The test probably fails to reject H0, that is, it does not identify data drift!
Question! 2
Answer!
The test probably rejects H0, that is, identifies data drift!
Continuos Features
To detect data drift for continuous features, we will use the Kolmogorov-Smirnov (KS) test.
The KS test is a statistical test used to assess the equality between two one-dimensional probability distributions.
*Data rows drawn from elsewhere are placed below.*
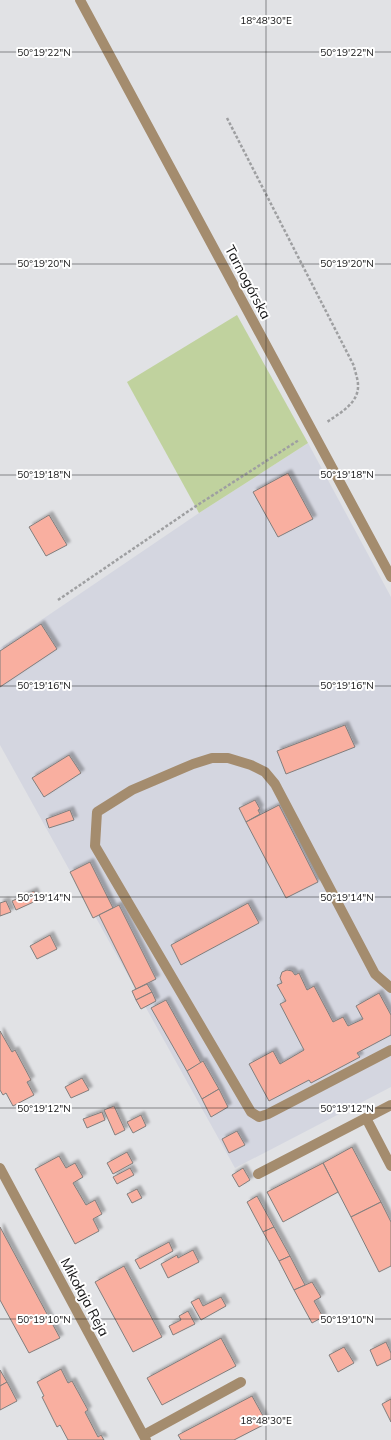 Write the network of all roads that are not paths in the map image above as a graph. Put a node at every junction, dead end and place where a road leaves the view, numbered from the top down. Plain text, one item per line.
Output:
1 (80, 0) edge
2 (391, 577) edge
3 (391, 988) edge
4 (391, 1050) edge
5 (391, 1105) edge
6 (366, 1118) junction
7 (391, 1166) edge
8 (0, 1168) edge
9 (258, 1174) dead end
10 (241, 1382) dead end
11 (145, 1438) edge

1 - 2 street, Tarnogórska
3 - 4 street
5 - 6 street
6 - 7 street
6 - 9 street
8 - 11 street, Mikołaja Reja
10 - 11 street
We will employ it to compare two samples to answer the question:
What is the likelihood that these two sets of samples were randomly selected from the same underlying probability distribution?
We can write the hypotheses of the statistical test as follows:
-
Null hypothesis (H0): The two samples come from the same distribution.
-
Alternative hypothesis (H1): The two samples do not come from the same distribution.
This way we will be able to evaluate whether the distribution of a continuum has changed over time.
Let's generate simulated data and perform hypothesis testing.
import numpy as np
import matplotlib.pyplot as plt
from scipy.stats import ks_2samp
# Generate data from two distributions
np.random.seed(1234)
data_train = np.random.normal(loc=0, scale=1, size=1000)
data_prod = np.random.normal(loc=0.02, scale=1.01, size=1000)
We will build histograms to check the distribution of the feature at both times.
# Plot histograms of the two distributions
plt.hist(data_train, bins=30, alpha=0.5, label="Data train")
plt.hist(data_prod, bins=30, alpha=0.5, label="Data production")
plt.xlabel("Feature Value")
plt.ylabel("Frequency")
plt.title("Histogram of Data train and Data production")
plt.legend()
plt.show()
Then, we use the KS test to make the decision whether or not there is data drift in the continuous variable.
# Perform the Kolmogorov-Smirnov test
ks_statistic, p_value = ks_2samp(data_train, data_prod)
alpha = 0.05
# Print the KS test results
print(f"KS statistic: {ks_statistic:.4f}")
print(f"P-value: {p_value:.4f}")
# Check if there is a significant difference
if p_value < alpha:
print(
"Data drift detected: There is a significant difference in the continuos variable distribution."
)
else:
print(
"No data drift detected: There is no significant difference in the continuos variable distribution."
)
Question! 3
Answer!
The test probably fails to reject H0, that is, it does not identify data drift!
Question! 4
Answer!
The test probably rejects H0, that is, identifies data drift!
Tip! 1
Keep in mind that monitoring model performance degradation is an ongoing process.
It is advisable to monitor metrics in real-time and to implement automated alerts to notify your team when issues arise.